Module 1 – Graphing Data (Biostatistics for Evidence Based Practice) Vocabulary

  • Bar Chart

    • Intro to Graphing: Bar Chart is one of the graphing methods used to describe data (listed under Graphing).
  • Histogram

    • Purpose: shows the distribution of a quantitative variable by grouping data into bins.
    • Example from slides: bins labeled as 1-5, 6-10, 11-15, 16-20, 21-25 on the x-axis; y-axis represents frequency or count.
    • Visual cues: The slide displays a histogram with a vertical axis showing frequencies (e.g., values like 0, 10, 20, 30, 40, 50) and multiple bars corresponding to the bins.
    • Context note: The histogram example is tied to dataset visuals used in the module (the slide shows institution labels and axis values).
  • Stem-and-Leaf Plot

    • Purpose: a data-quick view that preserves the original data values while showing distribution.
    • Structure shown: stems and leaves are arranged (e.g., a stem-and-leaf layout is presented with multiple lines of leaves). The stem-and-leaf on the slide demonstrates how data values are split into a stem (leading digits) and a leaf (trailing digits).
    • Use: useful for small data sets to quickly assess shape, center, and spread while retaining actual data values.
  • Frequency Table

    • Purpose: summarizes data by exact values and their frequencies.
    • Columns shown:
    • Final Exam Score (value categories)
    • Frequency (how many observations fall into each score category)
    • Percent (percent of total observations in each category)
    • Valid Percent (percent of valid cases within the total, excluding any missing data)
    • Cumulative Percent (running total of Percent or Valid Percent across categories)
    • Example data outline: scores captured range in increments (e.g., 35, 40, 45, …, 100) with a total of 100 observations (Total row shows 100 for Frequency and 100.0 for Percent/Valid Percent/Cumulative Percent).
    • Total row: shows overall totals, e.g., Frequency = 100, Percent = 100.0, Valid Percent = 100.0, Cumulative Percent = 100.0.
  • Frequency Distribution

    • Purpose: describes how frequently data points occur in a dataset and how the data are distributed overall.
    • Shape descriptors presented:
    • Leptokurtic (thin): a distribution with a sharp peak (high kurtosis).
    • Mesokurtic: a normal, moderate peak (normal-like shape).
    • Platykurtic (flat): a flatter, broader peak (lower kurtosis).
    • Normal curve overlay: a normal distribution curve is shown to compare the observed distribution against the theoretical normal distribution.
    • Skewness concepts:
    • Positive skew: tail extends to the right (higher values are less frequent).
    • Negative skew: tail extends to the left (lower values are less frequent).
  • Graphing - Normal Curve, Skewness, and Kurtosis Labels

    • Normal Curve: the classic bell-shaped distribution used for comparison.
    • Positive Skew vs Negative Skew: descriptors for asymmetry of the distribution.
    • Kurtosis terms included: Leptokurtic, Mesokurtic, Platykurtic to describe the peak sharpness and tail heaviness.
  • Boxplot

    • Components shown on the slide:
    • Outlier: data points outside the typical range (potentially flagged as outliers).
    • Whiskers: lines extending from the quartiles to the smallest and largest values within the 1.5 * IQR range (or similar criterion).
    • 25th percentile (Q1): the lower quartile.
    • 75th percentile (Q3): the upper quartile.
    • Median: middle value of the data set.
    • Mean: average value (sometimes shown in the boxplot as a dot or special symbol in some diagrams).
    • By-week boxplot (as suggested by day labels): the slide appears to show boxplots by category (e.g., Friday, Monday, Saturday, Sunday, Thursday, Tuesday, Wednesday) to illustrate distribution across categories.
  • Central Tendency and Dispersion (key themes across graphs)

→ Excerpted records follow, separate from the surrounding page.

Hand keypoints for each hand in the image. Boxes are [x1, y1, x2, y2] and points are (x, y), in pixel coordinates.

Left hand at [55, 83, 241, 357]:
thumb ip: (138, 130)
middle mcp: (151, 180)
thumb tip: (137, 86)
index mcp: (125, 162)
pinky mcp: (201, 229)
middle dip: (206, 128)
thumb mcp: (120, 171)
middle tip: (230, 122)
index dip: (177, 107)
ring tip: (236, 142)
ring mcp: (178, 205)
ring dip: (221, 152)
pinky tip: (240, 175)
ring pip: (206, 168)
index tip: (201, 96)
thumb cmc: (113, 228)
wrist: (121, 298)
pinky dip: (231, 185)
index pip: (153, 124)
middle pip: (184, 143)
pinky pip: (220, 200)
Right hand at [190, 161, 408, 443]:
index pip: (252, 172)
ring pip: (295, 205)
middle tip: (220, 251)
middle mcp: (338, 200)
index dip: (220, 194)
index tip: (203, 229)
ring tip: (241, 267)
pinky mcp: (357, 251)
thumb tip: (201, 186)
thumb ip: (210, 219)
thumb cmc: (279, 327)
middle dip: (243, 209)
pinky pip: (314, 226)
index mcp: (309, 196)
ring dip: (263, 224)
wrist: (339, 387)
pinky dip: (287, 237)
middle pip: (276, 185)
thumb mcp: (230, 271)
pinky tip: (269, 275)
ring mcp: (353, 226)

    • Central Tendency: measures that describe a data set by a single value representing the center.
    • Dispersion: measures that describe the spread or variability of the data.
    • How graphs support interpretation: choice of graph affects understanding of center and spread (e.g., mean vs median, presence of outliers, and tail behavior).
  • Normality, Skewness, and Kurtosis – Practical implications

    • Normal Curve reference helps assess whether data are approximately normally distributed.
    • Skewness affects the choice of statistical tests (e.g., parametric tests assume normality; nonparametric tests may be more appropriate for skewed data).
    • Kurtosis informs about tail heaviness and peak; affects estimates of sampling distributions and confidence intervals.
  • Connections to foundational principles and real-world relevance

    • Graphing data is foundational for Evidence Based Practice (EBP): visualization guides interpretation and decision-making.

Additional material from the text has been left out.